CA: Because of legislative findings, smell of burning marijuana from a house is not exigent circumstances; arrestees don’t even go to jail

The legislature has determined that possession of small quantities of marijuana is a “low social and health hazard” so the mere smell of marijuana found by police during response to a noise complaint is not exigent circumstances. People v. Hua, 158 Cal. App. 4th 1027, 70 Cal. Rptr. 3d 559 (1st Dist. 2008):

Possession of less than 28.5 grams of marijuana is a misdemeanor punishable by a fine of no more than $ 100, which is less than the punishment imposed by Wisconsin in Welsh. Relying on the line clearly drawn between jailable and nonjailable offenses in McArthur and Thompson, we conclude that the crime observed by the Pacifica police officers cannot support a warrantless entry, based on exigent circumstances.
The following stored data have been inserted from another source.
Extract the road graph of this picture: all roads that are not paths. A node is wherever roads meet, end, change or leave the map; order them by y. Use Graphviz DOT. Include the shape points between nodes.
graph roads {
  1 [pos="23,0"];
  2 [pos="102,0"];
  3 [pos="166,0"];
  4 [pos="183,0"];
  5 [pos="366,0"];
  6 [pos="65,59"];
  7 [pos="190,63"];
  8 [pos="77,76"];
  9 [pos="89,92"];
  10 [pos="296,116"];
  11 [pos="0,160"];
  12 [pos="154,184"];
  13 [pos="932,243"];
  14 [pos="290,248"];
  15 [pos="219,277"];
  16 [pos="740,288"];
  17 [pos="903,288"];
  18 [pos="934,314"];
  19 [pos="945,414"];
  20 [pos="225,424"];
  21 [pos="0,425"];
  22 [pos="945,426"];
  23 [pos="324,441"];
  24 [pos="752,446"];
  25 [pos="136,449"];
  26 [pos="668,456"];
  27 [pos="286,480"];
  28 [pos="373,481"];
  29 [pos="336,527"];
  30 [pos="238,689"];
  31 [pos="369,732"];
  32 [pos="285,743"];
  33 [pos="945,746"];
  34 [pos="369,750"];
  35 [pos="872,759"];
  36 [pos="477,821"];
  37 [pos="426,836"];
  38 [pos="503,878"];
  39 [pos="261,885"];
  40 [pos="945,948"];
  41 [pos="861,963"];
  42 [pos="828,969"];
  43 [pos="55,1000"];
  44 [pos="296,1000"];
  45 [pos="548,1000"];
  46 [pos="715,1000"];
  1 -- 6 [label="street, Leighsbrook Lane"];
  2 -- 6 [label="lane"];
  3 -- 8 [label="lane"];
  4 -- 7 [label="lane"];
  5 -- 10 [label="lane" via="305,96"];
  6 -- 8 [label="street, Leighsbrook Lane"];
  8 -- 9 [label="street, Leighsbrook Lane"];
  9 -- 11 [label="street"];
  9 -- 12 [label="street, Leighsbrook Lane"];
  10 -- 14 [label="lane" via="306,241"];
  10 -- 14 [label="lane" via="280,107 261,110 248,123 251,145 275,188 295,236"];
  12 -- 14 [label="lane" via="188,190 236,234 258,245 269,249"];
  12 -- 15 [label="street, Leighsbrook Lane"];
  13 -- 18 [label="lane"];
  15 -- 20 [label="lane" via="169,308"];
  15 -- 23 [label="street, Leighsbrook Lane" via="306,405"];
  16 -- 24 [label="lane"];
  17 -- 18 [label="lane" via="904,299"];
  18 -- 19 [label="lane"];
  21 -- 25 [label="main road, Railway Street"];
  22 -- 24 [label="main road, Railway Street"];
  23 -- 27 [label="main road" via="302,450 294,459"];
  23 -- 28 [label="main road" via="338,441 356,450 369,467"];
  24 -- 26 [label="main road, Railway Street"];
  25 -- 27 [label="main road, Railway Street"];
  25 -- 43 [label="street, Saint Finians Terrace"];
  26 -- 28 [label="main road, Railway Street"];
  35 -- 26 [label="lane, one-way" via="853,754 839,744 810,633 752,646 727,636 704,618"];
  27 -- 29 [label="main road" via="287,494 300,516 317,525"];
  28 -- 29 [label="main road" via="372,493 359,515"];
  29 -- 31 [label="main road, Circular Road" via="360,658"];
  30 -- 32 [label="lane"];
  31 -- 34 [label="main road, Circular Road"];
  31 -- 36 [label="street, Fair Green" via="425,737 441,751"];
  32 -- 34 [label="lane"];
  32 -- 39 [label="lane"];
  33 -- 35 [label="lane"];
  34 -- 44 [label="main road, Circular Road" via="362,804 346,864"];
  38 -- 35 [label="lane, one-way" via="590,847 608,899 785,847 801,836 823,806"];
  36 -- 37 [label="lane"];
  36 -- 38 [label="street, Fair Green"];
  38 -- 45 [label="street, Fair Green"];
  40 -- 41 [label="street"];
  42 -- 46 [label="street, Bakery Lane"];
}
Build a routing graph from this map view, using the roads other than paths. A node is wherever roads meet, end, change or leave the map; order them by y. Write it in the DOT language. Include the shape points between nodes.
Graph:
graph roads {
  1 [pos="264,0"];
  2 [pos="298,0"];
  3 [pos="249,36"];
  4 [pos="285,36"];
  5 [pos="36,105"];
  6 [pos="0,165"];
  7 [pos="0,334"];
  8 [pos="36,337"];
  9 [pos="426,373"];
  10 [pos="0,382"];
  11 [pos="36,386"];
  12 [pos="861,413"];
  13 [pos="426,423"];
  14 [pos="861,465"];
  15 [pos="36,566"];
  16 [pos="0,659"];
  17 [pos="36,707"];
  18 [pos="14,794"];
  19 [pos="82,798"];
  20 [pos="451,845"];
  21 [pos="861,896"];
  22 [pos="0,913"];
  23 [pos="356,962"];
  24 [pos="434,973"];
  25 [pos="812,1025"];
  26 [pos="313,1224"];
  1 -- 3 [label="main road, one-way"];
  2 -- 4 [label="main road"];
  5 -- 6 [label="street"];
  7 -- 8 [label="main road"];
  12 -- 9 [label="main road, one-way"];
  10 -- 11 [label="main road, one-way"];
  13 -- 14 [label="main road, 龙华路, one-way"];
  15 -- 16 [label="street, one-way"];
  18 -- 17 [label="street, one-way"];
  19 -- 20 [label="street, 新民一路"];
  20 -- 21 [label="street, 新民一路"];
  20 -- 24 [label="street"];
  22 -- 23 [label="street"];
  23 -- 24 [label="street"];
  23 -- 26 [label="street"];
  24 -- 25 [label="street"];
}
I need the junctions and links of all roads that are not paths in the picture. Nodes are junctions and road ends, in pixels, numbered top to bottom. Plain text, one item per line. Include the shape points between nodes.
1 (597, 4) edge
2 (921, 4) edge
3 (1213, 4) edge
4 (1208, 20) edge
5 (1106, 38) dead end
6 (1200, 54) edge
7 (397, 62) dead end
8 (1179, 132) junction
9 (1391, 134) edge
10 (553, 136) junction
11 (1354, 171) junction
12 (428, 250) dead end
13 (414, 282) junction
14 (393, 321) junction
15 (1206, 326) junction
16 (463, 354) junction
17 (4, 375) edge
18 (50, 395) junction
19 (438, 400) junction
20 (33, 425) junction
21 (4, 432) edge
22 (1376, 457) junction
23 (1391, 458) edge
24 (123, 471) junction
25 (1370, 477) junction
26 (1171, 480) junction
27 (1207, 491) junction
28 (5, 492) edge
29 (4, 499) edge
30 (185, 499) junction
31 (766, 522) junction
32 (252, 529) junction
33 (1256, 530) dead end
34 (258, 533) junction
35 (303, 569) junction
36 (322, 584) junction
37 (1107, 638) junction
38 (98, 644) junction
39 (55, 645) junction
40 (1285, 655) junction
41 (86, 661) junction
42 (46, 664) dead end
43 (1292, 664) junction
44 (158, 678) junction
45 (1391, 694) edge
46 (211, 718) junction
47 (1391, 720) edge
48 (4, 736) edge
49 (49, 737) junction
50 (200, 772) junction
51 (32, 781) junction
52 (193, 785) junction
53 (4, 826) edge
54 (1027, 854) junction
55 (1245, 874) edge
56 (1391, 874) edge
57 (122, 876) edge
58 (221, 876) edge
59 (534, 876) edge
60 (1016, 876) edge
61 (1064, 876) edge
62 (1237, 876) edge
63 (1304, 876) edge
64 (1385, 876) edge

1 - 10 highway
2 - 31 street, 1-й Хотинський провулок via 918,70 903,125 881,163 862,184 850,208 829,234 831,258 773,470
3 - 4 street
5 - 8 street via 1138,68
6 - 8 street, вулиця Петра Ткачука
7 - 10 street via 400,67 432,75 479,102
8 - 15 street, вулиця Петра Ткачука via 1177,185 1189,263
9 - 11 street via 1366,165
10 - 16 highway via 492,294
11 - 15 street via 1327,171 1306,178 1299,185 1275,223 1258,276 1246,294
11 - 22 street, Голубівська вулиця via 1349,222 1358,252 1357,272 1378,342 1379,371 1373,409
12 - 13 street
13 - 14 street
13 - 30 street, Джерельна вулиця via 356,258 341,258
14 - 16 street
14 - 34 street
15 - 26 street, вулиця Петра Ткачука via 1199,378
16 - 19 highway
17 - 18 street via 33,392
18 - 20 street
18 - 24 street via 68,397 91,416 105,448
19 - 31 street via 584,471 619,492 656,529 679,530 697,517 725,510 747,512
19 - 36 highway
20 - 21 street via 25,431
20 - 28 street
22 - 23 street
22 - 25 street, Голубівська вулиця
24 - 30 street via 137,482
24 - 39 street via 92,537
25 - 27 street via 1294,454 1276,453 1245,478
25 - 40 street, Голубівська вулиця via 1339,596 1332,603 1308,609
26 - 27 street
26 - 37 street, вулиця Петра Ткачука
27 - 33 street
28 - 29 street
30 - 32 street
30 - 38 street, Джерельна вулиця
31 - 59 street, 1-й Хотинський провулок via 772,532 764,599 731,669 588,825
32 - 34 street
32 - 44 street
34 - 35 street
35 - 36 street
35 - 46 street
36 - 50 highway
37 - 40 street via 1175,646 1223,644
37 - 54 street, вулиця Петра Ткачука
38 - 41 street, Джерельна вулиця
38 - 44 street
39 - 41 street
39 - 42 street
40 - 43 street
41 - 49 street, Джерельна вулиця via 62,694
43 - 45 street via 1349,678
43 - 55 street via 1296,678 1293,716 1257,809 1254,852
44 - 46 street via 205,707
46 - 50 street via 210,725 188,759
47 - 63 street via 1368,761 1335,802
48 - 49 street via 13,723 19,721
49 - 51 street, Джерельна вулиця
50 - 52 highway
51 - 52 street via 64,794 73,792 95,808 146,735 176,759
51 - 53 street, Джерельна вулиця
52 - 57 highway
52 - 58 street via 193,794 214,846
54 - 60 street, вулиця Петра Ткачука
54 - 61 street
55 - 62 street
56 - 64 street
This conclusion is confirmed by certain policy factors considered during the enactment of Senate Bill No. 95, which amended Health and Safety Code section 11357, subdivision (b), to reduce the penalties for simple possession of marijuana. For example, in its analysis, the State Office of Narcotics and Drug Abuse recited as reasons for the amendment: (1) “[U]se of a substance with a comparatively low health and social hazard such as marijuana does not warrant jail or imprisonment;” and (2) “The [personnel] and dollar costs of enforcing present marijuana laws could be better spent for other, more beneficial social purpose.” (State Off. of Narcotics and Drug Abuse, Enrolled Bill Rep. on Sen. Bill No. 95 (1975–1976 Reg. Sess.) July 1, 1975, p. 3.)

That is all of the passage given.